Le représentant républicain Bryan Steil a proposé le 18 juin une clause interdisant aux membres du Congrès et à leurs familles de parier sur les marchés de prédiction couvrant les politiques, la politique et les élections.
La clause sera rattachée à un projet de loi existant qui interdit déjà aux élus d'acheter de nouvelles actions individuelles, une mesure soutenue par le président de la Chambre Mike Johnson et le président Donald Trump, a déclaré un porte-parole du bureau de Steil.
La proposition cible les contrats événementiels sur des plateformes comme Kalshi et Polymarket, qui ont attiré l'attention des régulateurs fédéraux et étatiques. La Commodity Futures Trading Commission, sous la direction du président Michael Selig, a revendiqué une compétence exclusive sur les marchés de prédiction, arguant que ces contrats relèvent de la catégorie des swaps sous la supervision de l'agence.
L'American Gaming Association estime que les autorités de jeux des États ont perdu environ 1,08 milliard de dollars de recettes fiscales depuis que les marchés de prédiction ont commencé à proposer des contrats sur des événements sportifs, intensifiant la bataille juridictionnelle. Le différend entre les régulateurs fédéraux et étatiques pourrait finalement aboutir devant la Cour suprême des États-Unis, selon des experts juridiques.
Le CLARITY Act, qui transférerait une partie de la supervision des actifs numériques de la Securities and Exchange Commission à la CFTC, a été adopté par la Chambre en juillet 2025 et devrait être approuvé par le Congrès d'ici août. La clause de Steil sur les marchés de prédiction serait ajoutée à cet ensemble législatif plus large.
L'opposition des autorités de jeux survient alors que la CFTC a traduit en justice des régulateurs étatiques pour leur répression des plateformes de marchés de prédiction.
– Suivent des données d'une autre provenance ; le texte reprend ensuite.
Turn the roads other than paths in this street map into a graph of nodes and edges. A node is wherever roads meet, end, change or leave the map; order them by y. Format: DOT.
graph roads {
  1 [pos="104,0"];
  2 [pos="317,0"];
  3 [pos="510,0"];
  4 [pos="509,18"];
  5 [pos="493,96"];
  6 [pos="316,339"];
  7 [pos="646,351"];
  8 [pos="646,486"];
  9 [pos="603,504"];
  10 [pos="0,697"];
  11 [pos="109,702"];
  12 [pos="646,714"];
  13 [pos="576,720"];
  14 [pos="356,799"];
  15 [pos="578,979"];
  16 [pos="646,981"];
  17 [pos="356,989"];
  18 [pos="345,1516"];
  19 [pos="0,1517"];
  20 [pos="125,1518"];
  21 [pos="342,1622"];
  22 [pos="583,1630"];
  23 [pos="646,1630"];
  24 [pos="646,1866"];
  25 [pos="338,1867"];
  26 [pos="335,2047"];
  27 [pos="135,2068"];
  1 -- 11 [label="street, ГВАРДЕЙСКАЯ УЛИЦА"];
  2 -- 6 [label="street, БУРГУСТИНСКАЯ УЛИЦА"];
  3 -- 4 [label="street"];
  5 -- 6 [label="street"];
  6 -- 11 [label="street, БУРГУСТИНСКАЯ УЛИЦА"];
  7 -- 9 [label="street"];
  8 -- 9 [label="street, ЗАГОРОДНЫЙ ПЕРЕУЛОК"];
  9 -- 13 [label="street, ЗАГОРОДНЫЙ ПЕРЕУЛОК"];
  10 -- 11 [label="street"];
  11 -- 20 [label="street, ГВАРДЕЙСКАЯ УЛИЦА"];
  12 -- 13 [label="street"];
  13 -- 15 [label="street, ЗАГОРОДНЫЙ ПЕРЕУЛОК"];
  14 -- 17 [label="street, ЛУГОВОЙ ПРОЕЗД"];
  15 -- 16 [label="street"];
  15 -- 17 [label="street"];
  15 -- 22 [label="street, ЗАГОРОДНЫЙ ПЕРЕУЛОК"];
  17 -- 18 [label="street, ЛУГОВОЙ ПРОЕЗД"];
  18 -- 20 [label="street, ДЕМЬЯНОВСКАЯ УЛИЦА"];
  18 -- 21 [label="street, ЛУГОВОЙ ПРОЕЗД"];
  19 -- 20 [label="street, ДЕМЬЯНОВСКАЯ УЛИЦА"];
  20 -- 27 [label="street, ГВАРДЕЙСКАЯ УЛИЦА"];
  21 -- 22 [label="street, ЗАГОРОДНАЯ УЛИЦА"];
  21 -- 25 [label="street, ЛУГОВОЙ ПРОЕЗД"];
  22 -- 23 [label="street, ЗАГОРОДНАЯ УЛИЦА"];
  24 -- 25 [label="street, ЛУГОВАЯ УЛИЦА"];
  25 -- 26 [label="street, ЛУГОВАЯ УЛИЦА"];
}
Kalshi et Polymarket ont fait valoir que leurs contrats événementiels sont des swaps relevant uniquement de la compétence de la CFTC, et non des lois étatiques sur les jeux de hasard.
"La CFTC a été créée pour superviser les marchés des matières premières et des produits dérivés, pas les jeux de hasard ni les paris sportifs", ont écrit une coalition de régulateurs étatiques des jeux dans une lettre s'opposant à la revendication d'autorité de l'agence. Les groupes ont affirmé que la CFTC manque à la fois de l'expertise et de l'infrastructure nécessaires pour surveiller les paris sportifs à l'échelle nationale.
La décision de la Cour suprême des États-Unis en 2018 dans l'affaire Murphy c. National Collegiate Athletic Association a donné aux États le pouvoir de réglementer les paris sportifs. Cependant, les opérateurs de marchés de prédiction soutiennent que les contrats événementiels ne relèvent pas de ce cadre, ouvrant la voie à un possible affrontement devant la haute Cour sur la délimitation entre les swaps et les jeux de hasard.
Pour les plateformes de marchés de prédiction, le projet de loi Steil introduit une incertitude réglementaire à un moment de croissance rapide. Kalshi a récemment ajouté un partenaire logiciel pour renforcer ses capacités de surveillance alors qu'elle cherche à légitimer ses opérations. L'issue du différend juridictionnel fédéral-étatique déterminera si les marchés de prédiction fonctionnent sous un cadre national unifié ou font face à une mosaïque de restrictions étatiques.
Le soutien bipartisan au projet de loi, y compris celui de Trump et Johnson, témoigne d'une dynamique favorable à une plus grande clarté réglementaire centrée sur les cryptomonnaies. Cependant, l'interdiction spécifique de la participation des élus pourrait réduire le volume des transactions émanant de participants politiquement connectés, ce qui pourrait affecter la liquidité des plateformes proposant des contrats sur des événements politiques.
L'adoption prévue du CLARITY Act d'ici août constituera un test clé pour l'approche du Congrès en matière de régulation des actifs numériques. Si la clause de Steil est incluse, elle marquerait la première restriction fédérale ciblant spécifiquement la participation des élus aux marchés de prédiction, établissant un précédent quant à la manière dont les législateurs interagissent avec ces plateformes financières émergentes.